No. Caravans are not fitted with an odometer at manufacture, so your van keeps no record of its own distance. The car towing it counts every kilometre on its dash, but nothing on the van does — which is why the distance its bearings and brakes are serviced against has to be tracked some other way.
- Does the tow car's odometer tell me how far the caravan has travelled?
No, it overstates it. The car's odometer counts every trip the car makes, including the day trips and shopping runs the van never comes on, so the van has always travelled fewer kilometres than the car's dial shows. The only accurate figure is the van's own towing distance, counted on its own.
- How do I track my caravan's kilometres if it has no odometer?
You count the towing legs and nothing else — either by logging each trip's distance, or by fitting a GPS trailer odometer that measures the trailer's own travel. loadmate builds the van an estimated odometer from the trips you log and counts the distance-based service intervals down against it, with the reading labelled "estimated" until you commit the real number.
- How often should I have my caravan serviced?
Most major services are due at a set distance or a set time, whichever comes first, and the exact figures vary by axle and brake maker. As one published example, the axle maker AL-KO/G&S quotes 12 months or 10,000 km for normal road use, with a more frequent 6-month or 5,000 km schedule off-road. A van stored idle should follow the more frequent schedule, because the time clock runs even when the wheels do not.

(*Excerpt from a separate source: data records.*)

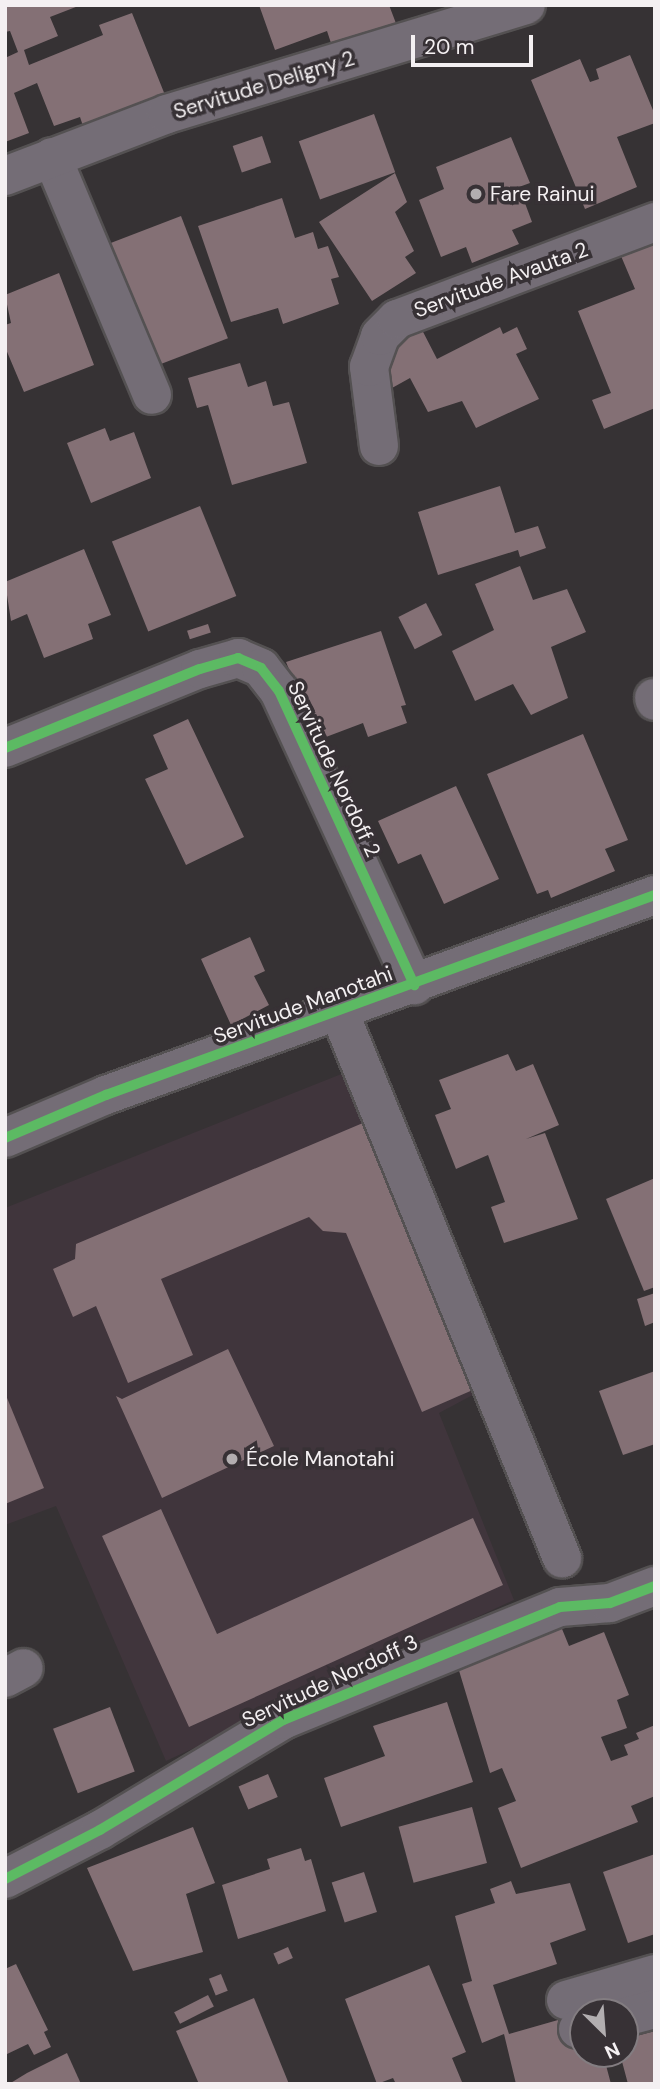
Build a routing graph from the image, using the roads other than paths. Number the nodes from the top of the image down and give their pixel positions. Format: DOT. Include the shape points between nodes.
graph roads {
  1 [pos="526,5"];
  2 [pos="52,157"];
  3 [pos="5,176"];
  4 [pos="655,222"];
  5 [pos="152,396"];
  6 [pos="379,446"];
  7 [pos="5,748"];
  8 [pos="655,895"];
  9 [pos="414,985"];
  10 [pos="340,1014"];
  11 [pos="5,1138"];
  12 [pos="562,1558"];
  13 [pos="655,1586"];
  14 [pos="5,1879"];
  15 [pos="655,1974"];
  16 [pos="613,1998"];
  1 -- 2 [label="street, Servitude Deligny 2" via="167,114"];
  2 -- 3 [label="street, Servitude Deligny 2"];
  2 -- 5 [label="street"];
  4 -- 6 [label="street, Servitude Avauta 2" via="397,319 380,336 369,368"];
  7 -- 9 [label="street, Servitude Nordoff 2" via="200,669 238,658 261,668 279,691"];
  8 -- 9 [label="street, Servitude Manotahi"];
  9 -- 10 [label="street, Servitude Manotahi"];
  10 -- 11 [label="street, Servitude Manotahi" via="106,1095"];
  10 -- 12 [label="street"];
  13 -- 14 [label="street, Servitude Nordoff 3" via="610,1603 547,1611 283,1720 100,1830"];
  15 -- 16 [label="street"];
}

- What should be done in a caravan service?
The distance-based safety items are the wheels, brakes and wheel bearings: bearings are removed, cleaned, checked and repacked with grease, and electric brakes are adjusted, de-dusted and have their magnets inspected for wear. A service also covers the time-based checks a dated log captures, such as tyre age read off the sidewall date code. The exact scope varies by maker, so follow your van's handbook.
- Do you need a service history for a caravan?
Yes. A dated service history underpins resale value, and a warranty claim can require a log book of dates, distances and receipts of work done. A documented history also supports your consumer-guarantee rights if a part fails earlier than it should, because it shows the van was maintained rather than neglected. Buyers consistently pay more for a van with a complete, dated record.
- How often should caravan wheel bearings be serviced?
It depends on the axle and bearing maker, but as a common published example AL-KO/G&S quotes wheel bearings every 12 months or 10,000 km, whichever comes first, on normal roads, and every 6 months or 5,000 km off-road. The work is to remove, clean and check the bearing, then repack it with grease. Treat any single figure as that maker's example and confirm yours against your own handbook.
- How do I check the history of a used caravan before buying it?
Insist on a complete, dated service history — the log book of dates and distances, the receipts of work done, and the maker's stamped service record. A van with an unbroken history gives you something to verify; one without leaves you taking the seller's word for how its bearings, brakes and tyres were maintained. Cross-check the tyre date codes on the sidewalls while you are at it, since tyres age out by date regardless of distance.